• _Exercise materials_:
--- START ---
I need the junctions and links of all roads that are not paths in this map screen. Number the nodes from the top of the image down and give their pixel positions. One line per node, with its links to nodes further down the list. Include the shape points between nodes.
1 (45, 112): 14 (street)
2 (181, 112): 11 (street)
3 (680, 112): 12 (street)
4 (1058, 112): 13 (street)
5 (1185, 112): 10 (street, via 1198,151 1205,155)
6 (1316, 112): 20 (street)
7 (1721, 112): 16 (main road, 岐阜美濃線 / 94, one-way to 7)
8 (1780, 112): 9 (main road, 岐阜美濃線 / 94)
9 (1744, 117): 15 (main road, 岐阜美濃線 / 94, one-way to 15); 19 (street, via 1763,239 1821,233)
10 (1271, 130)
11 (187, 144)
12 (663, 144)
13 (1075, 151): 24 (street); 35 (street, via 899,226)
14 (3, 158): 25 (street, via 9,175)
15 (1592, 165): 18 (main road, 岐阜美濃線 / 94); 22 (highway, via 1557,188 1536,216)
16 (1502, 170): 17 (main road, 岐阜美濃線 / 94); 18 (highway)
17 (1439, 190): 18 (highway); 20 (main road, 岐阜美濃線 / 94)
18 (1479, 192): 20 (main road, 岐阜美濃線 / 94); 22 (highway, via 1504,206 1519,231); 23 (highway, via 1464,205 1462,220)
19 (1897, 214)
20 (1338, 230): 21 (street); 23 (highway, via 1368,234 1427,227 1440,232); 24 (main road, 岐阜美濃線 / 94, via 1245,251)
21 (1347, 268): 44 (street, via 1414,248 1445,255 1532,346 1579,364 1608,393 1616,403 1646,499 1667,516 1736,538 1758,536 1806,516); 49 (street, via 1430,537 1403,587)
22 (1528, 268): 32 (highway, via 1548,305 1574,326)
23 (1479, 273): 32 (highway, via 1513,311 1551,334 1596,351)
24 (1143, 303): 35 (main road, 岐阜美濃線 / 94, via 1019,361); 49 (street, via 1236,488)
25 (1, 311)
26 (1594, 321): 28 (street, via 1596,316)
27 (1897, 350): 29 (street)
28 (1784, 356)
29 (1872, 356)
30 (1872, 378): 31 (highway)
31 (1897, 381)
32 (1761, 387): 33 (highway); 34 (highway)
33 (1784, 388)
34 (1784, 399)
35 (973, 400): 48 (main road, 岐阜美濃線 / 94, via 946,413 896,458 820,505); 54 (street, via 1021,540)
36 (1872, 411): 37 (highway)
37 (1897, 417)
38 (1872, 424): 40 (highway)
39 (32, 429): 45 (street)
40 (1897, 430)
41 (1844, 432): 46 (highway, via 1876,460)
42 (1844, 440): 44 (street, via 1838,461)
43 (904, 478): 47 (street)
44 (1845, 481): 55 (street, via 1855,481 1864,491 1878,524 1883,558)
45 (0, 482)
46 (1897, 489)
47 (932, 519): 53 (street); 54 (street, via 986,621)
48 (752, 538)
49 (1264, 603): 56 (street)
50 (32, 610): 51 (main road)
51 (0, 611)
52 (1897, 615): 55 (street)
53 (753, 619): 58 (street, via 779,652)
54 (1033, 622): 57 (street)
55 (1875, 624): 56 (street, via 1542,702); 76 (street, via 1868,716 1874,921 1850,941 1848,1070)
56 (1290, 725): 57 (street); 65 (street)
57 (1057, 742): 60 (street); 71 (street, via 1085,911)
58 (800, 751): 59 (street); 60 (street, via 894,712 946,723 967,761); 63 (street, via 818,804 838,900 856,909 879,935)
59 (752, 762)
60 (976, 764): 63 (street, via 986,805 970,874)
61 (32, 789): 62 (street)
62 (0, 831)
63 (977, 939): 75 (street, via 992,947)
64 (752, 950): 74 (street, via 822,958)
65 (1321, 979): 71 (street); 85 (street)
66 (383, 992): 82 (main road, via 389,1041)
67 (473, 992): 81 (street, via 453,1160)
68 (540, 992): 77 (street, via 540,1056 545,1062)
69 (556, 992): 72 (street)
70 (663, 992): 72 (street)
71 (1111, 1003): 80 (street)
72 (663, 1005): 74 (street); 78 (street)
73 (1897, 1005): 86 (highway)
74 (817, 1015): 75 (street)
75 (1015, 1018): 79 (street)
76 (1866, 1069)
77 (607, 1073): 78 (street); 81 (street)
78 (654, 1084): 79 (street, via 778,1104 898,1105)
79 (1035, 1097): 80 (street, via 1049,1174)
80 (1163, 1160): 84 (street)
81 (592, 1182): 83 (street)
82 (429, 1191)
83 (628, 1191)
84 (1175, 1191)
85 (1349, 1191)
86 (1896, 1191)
--- END ---
• _Action item_: Send back all of the material exactly as given.

• _Completed exercise_:
I need the junctions and links of all roads that are not paths in this map screen. Number the nodes from the top of the image down and give their pixel positions. One line per node, with its links to nodes further down the list. Include the shape points between nodes.
1 (45, 112): 14 (street)
2 (181, 112): 11 (street)
3 (680, 112): 12 (street)
4 (1058, 112): 13 (street)
5 (1185, 112): 10 (street, via 1198,151 1205,155)
6 (1316, 112): 20 (street)
7 (1721, 112): 16 (main road, 岐阜美濃線 / 94, one-way to 7)
8 (1780, 112): 9 (main road, 岐阜美濃線 / 94)
9 (1744, 117): 15 (main road, 岐阜美濃線 / 94, one-way to 15); 19 (street, via 1763,239 1821,233)
10 (1271, 130)
11 (187, 144)
12 (663, 144)
13 (1075, 151): 24 (street); 35 (street, via 899,226)
14 (3, 158): 25 (street, via 9,175)
15 (1592, 165): 18 (main road, 岐阜美濃線 / 94); 22 (highway, via 1557,188 1536,216)
16 (1502, 170): 17 (main road, 岐阜美濃線 / 94); 18 (highway)
17 (1439, 190): 18 (highway); 20 (main road, 岐阜美濃線 / 94)
18 (1479, 192): 20 (main road, 岐阜美濃線 / 94); 22 (highway, via 1504,206 1519,231); 23 (highway, via 1464,205 1462,220)
19 (1897, 214)
20 (1338, 230): 21 (street); 23 (highway, via 1368,234 1427,227 1440,232); 24 (main road, 岐阜美濃線 / 94, via 1245,251)
21 (1347, 268): 44 (street, via 1414,248 1445,255 1532,346 1579,364 1608,393 1616,403 1646,499 1667,516 1736,538 1758,536 1806,516); 49 (street, via 1430,537 1403,587)
22 (1528, 268): 32 (highway, via 1548,305 1574,326)
23 (1479, 273): 32 (highway, via 1513,311 1551,334 1596,351)
24 (1143, 303): 35 (main road, 岐阜美濃線 / 94, via 1019,361); 49 (street, via 1236,488)
25 (1, 311)
26 (1594, 321): 28 (street, via 1596,316)
27 (1897, 350): 29 (street)
28 (1784, 356)
29 (1872, 356)
30 (1872, 378): 31 (highway)
31 (1897, 381)
32 (1761, 387): 33 (highway); 34 (highway)
33 (1784, 388)
34 (1784, 399)
35 (973, 400): 48 (main road, 岐阜美濃線 / 94, via 946,413 896,458 820,505); 54 (street, via 1021,540)
36 (1872, 411): 37 (highway)
37 (1897, 417)
38 (1872, 424): 40 (highway)
39 (32, 429): 45 (street)
40 (1897, 430)
41 (1844, 432): 46 (highway, via 1876,460)
42 (1844, 440): 44 (street, via 1838,461)
43 (904, 478): 47 (street)
44 (1845, 481): 55 (street, via 1855,481 1864,491 1878,524 1883,558)
45 (0, 482)
46 (1897, 489)
47 (932, 519): 53 (street); 54 (street, via 986,621)
48 (752, 538)
49 (1264, 603): 56 (street)
50 (32, 610): 51 (main road)
51 (0, 611)
52 (1897, 615): 55 (street)
53 (753, 619): 58 (street, via 779,652)
54 (1033, 622): 57 (street)
55 (1875, 624): 56 (street, via 1542,702); 76 (street, via 1868,716 1874,921 1850,941 1848,1070)
56 (1290, 725): 57 (street); 65 (street)
57 (1057, 742): 60 (street); 71 (street, via 1085,911)
58 (800, 751): 59 (street); 60 (street, via 894,712 946,723 967,761); 63 (street, via 818,804 838,900 856,909 879,935)
59 (752, 762)
60 (976, 764): 63 (street, via 986,805 970,874)
61 (32, 789): 62 (street)
62 (0, 831)
63 (977, 939): 75 (street, via 992,947)
64 (752, 950): 74 (street, via 822,958)
65 (1321, 979): 71 (street); 85 (street)
66 (383, 992): 82 (main road, via 389,1041)
67 (473, 992): 81 (street, via 453,1160)
68 (540, 992): 77 (street, via 540,1056 545,1062)
69 (556, 992): 72 (street)
70 (663, 992): 72 (street)
71 (1111, 1003): 80 (street)
72 (663, 1005): 74 (street); 78 (street)
73 (1897, 1005): 86 (highway)
74 (817, 1015): 75 (street)
75 (1015, 1018): 79 (street)
76 (1866, 1069)
77 (607, 1073): 78 (street); 81 (street)
78 (654, 1084): 79 (street, via 778,1104 898,1105)
79 (1035, 1097): 80 (street, via 1049,1174)
80 (1163, 1160): 84 (street)
81 (592, 1182): 83 (street)
82 (429, 1191)
83 (628, 1191)
84 (1175, 1191)
85 (1349, 1191)
86 (1896, 1191)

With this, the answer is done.